COLONA, Illinois - David Whipple says he has told police all the information he has to give in the case of Trudy Appleby, and if they want to know where she is, it will have to come from someone else.
"I told them what I seen and everybody thinks I know more and I don't. I got no reason to lie, and I ain't hiding a damn thing," said Whipple in an interview with WQAD-TV News 8 on Friday.
Yesterday, Moline police identified William "Ed" Smith of Colona as their prime suspect in the 11-year- old girl's disappearance back in 1996.
He died three years ago.
Trudy's father Dennis Appleby has said he believes Whipple, Smith's son-in-law, knows more about what happened to his daughter. Whipple says, that's just not true.
"I wish I had the answer for Dennis. I wish I had the answer for him. Dennis was my friend. I would love for him to have peace," Whipple said.
He says he saw a girl with a "funny hat" in the passenger seat of Smith's car the day Trudy went missing. Smith was a friend of Trudy's father. He said he saw Smith grab two life vests and take off in the car.
"I was sitting at home watching my two boys that day. I just happened to see the car go by. I seen Ed drive by. I seen what could have been Trudy. Probably Trudy? Could have been," he said.
He said Smith and a group of other men would hang out in the small islands of the Mississippi River near Campbell's Island, and that may have been where Smith took the girl.
"There's no way they were out there alone. There's ain't no way they could have been when they went out to the island. Usually several of them go camping out there, too", he said.
"Some of them up there were evil," he said.

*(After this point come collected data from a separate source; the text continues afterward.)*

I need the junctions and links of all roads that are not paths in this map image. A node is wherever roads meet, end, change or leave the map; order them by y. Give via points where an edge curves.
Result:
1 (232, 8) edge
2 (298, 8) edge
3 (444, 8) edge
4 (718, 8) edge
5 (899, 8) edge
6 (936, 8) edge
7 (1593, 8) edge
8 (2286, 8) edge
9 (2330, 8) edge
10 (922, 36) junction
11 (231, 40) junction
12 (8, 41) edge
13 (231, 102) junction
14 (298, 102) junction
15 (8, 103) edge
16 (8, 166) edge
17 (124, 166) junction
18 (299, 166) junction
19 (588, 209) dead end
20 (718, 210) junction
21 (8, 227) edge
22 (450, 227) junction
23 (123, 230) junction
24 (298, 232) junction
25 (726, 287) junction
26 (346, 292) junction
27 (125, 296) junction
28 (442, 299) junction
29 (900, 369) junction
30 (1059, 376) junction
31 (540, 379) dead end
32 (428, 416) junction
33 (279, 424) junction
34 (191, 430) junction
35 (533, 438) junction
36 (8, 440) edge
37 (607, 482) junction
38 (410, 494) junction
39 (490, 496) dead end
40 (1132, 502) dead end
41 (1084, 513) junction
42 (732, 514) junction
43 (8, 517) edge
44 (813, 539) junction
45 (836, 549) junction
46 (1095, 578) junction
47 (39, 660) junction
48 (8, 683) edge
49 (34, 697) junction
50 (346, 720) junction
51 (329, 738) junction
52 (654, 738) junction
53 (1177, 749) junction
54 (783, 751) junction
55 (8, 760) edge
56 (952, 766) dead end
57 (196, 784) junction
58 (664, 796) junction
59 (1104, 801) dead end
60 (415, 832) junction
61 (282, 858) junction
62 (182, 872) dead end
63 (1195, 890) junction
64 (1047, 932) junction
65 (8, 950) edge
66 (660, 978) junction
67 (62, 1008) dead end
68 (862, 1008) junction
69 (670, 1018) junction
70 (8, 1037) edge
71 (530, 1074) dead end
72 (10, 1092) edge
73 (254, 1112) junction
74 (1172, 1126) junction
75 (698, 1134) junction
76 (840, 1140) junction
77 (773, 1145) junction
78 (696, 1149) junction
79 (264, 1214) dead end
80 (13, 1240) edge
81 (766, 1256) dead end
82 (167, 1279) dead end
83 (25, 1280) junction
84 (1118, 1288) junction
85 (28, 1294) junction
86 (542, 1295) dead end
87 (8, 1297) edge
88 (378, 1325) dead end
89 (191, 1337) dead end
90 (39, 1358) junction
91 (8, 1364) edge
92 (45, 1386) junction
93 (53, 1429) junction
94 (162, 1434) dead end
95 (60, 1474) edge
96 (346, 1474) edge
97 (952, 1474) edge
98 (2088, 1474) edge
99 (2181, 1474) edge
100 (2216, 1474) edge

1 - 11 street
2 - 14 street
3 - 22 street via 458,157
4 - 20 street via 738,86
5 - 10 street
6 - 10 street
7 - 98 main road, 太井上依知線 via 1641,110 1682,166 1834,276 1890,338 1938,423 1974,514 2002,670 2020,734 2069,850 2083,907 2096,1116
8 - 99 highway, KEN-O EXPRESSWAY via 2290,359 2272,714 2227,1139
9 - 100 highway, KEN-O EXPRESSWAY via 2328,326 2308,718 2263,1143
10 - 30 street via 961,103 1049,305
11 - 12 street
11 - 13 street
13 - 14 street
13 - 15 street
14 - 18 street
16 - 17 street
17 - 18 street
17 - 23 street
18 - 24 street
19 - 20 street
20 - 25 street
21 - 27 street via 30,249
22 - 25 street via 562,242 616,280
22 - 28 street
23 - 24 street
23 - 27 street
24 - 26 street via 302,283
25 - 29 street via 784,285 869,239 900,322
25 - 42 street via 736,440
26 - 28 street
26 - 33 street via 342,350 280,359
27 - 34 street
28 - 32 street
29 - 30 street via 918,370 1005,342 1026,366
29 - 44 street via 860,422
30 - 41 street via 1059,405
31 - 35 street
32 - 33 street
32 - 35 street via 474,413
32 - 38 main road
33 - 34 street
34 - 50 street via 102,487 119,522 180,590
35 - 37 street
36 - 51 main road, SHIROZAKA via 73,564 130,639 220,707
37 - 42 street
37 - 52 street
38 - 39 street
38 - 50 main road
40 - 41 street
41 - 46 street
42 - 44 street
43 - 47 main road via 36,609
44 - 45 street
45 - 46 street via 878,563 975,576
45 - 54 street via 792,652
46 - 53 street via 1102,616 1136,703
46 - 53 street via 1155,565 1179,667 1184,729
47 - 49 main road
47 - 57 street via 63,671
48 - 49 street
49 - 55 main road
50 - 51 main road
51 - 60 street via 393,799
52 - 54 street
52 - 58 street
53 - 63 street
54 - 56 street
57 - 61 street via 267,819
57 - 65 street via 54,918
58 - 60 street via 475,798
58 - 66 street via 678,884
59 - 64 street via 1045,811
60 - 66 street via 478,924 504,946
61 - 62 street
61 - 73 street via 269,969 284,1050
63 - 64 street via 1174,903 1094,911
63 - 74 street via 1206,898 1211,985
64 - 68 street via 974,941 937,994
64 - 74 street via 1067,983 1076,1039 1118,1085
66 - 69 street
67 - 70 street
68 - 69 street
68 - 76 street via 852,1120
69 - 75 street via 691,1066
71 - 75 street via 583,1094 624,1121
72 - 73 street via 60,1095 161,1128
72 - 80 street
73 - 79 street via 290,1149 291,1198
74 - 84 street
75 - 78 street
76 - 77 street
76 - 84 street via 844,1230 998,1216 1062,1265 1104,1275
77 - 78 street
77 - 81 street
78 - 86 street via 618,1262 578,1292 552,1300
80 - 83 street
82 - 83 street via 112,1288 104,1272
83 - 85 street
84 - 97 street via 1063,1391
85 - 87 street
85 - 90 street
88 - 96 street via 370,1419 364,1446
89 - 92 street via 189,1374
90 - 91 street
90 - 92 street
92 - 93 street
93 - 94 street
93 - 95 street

"Someone knows something. Someone other than me has the answer. I told 'em what I know and that's all I know. They've painted an ugly picture of me over the years as being a really bad gremlin. I'm not that gremlin," he said.
"I've been made out to be an evil animal. I'm not," he said.
He said he believes his deceased father-in-law is the last person to see Trudy alive, and was "absolutely" capable of "doing something" to Trudy. He says there had been past sexual abuse in the family.
"Let's leave it at that," he said.
Whipple himself went to prison for child sex abuse, 6 years after Trudy disappeared.
" I plead no contest, I didn't plead guilty," he said.
Whipple says he never asked his father-in-law about Trudy.
"That was just not the thing to do. You have to know him," he said.
He said he has talked with police several times over the past 21 years, and wants the mystery of what really happened to Trudy to be solved, too.
"I would love to give Dennis his answers. I'd give my life if my family could lead a normal life and I had that answer, but I don't. I know what I seen, and I know what I believe was there. That's all I can step up and say. And, I did," he said.